"""

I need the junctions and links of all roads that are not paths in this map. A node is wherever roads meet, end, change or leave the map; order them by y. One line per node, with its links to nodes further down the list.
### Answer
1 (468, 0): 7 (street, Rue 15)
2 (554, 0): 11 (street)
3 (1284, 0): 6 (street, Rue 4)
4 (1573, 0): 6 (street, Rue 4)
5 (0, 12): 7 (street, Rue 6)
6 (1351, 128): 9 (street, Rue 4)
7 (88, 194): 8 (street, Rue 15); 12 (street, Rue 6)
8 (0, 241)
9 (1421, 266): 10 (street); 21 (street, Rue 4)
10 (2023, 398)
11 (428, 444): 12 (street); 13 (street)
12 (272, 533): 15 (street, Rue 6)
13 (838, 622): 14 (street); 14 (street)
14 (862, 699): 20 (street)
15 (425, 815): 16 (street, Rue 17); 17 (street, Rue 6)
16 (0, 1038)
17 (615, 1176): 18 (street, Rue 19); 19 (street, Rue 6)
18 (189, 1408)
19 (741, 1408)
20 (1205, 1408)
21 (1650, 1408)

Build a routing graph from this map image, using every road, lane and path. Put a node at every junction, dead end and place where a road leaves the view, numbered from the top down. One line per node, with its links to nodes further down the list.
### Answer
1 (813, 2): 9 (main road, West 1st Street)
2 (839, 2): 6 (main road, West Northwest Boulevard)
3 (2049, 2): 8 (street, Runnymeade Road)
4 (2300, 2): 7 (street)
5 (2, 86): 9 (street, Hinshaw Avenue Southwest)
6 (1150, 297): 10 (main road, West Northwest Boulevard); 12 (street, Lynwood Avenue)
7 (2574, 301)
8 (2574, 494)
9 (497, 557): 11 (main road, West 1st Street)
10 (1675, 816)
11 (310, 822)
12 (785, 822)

"""

▸ **Your assignment**:
Print each entry exactly as it was written.

▸ **Task response**:
I need the junctions and links of all roads that are not paths in this map. A node is wherever roads meet, end, change or leave the map; order them by y. One line per node, with its links to nodes further down the list.
### Answer
1 (468, 0): 7 (street, Rue 15)
2 (554, 0): 11 (street)
3 (1284, 0): 6 (street, Rue 4)
4 (1573, 0): 6 (street, Rue 4)
5 (0, 12): 7 (street, Rue 6)
6 (1351, 128): 9 (street, Rue 4)
7 (88, 194): 8 (street, Rue 15); 12 (street, Rue 6)
8 (0, 241)
9 (1421, 266): 10 (street); 21 (street, Rue 4)
10 (2023, 398)
11 (428, 444): 12 (street); 13 (street)
12 (272, 533): 15 (street, Rue 6)
13 (838, 622): 14 (street); 14 (street)
14 (862, 699): 20 (street)
15 (425, 815): 16 (street, Rue 17); 17 (street, Rue 6)
16 (0, 1038)
17 (615, 1176): 18 (street, Rue 19); 19 (street, Rue 6)
18 (189, 1408)
19 (741, 1408)
20 (1205, 1408)
21 (1650, 1408)

Build a routing graph from this map image, using every road, lane and path. Put a node at every junction, dead end and place where a road leaves the view, numbered from the top down. One line per node, with its links to nodes further down the list.
### Answer
1 (813, 2): 9 (main road, West 1st Street)
2 (839, 2): 6 (main road, West Northwest Boulevard)
3 (2049, 2): 8 (street, Runnymeade Road)
4 (2300, 2): 7 (street)
5 (2, 86): 9 (street, Hinshaw Avenue Southwest)
6 (1150, 297): 10 (main road, West Northwest Boulevard); 12 (street, Lynwood Avenue)
7 (2574, 301)
8 (2574, 494)
9 (497, 557): 11 (main road, West 1st Street)
10 (1675, 816)
11 (310, 822)
12 (785, 822)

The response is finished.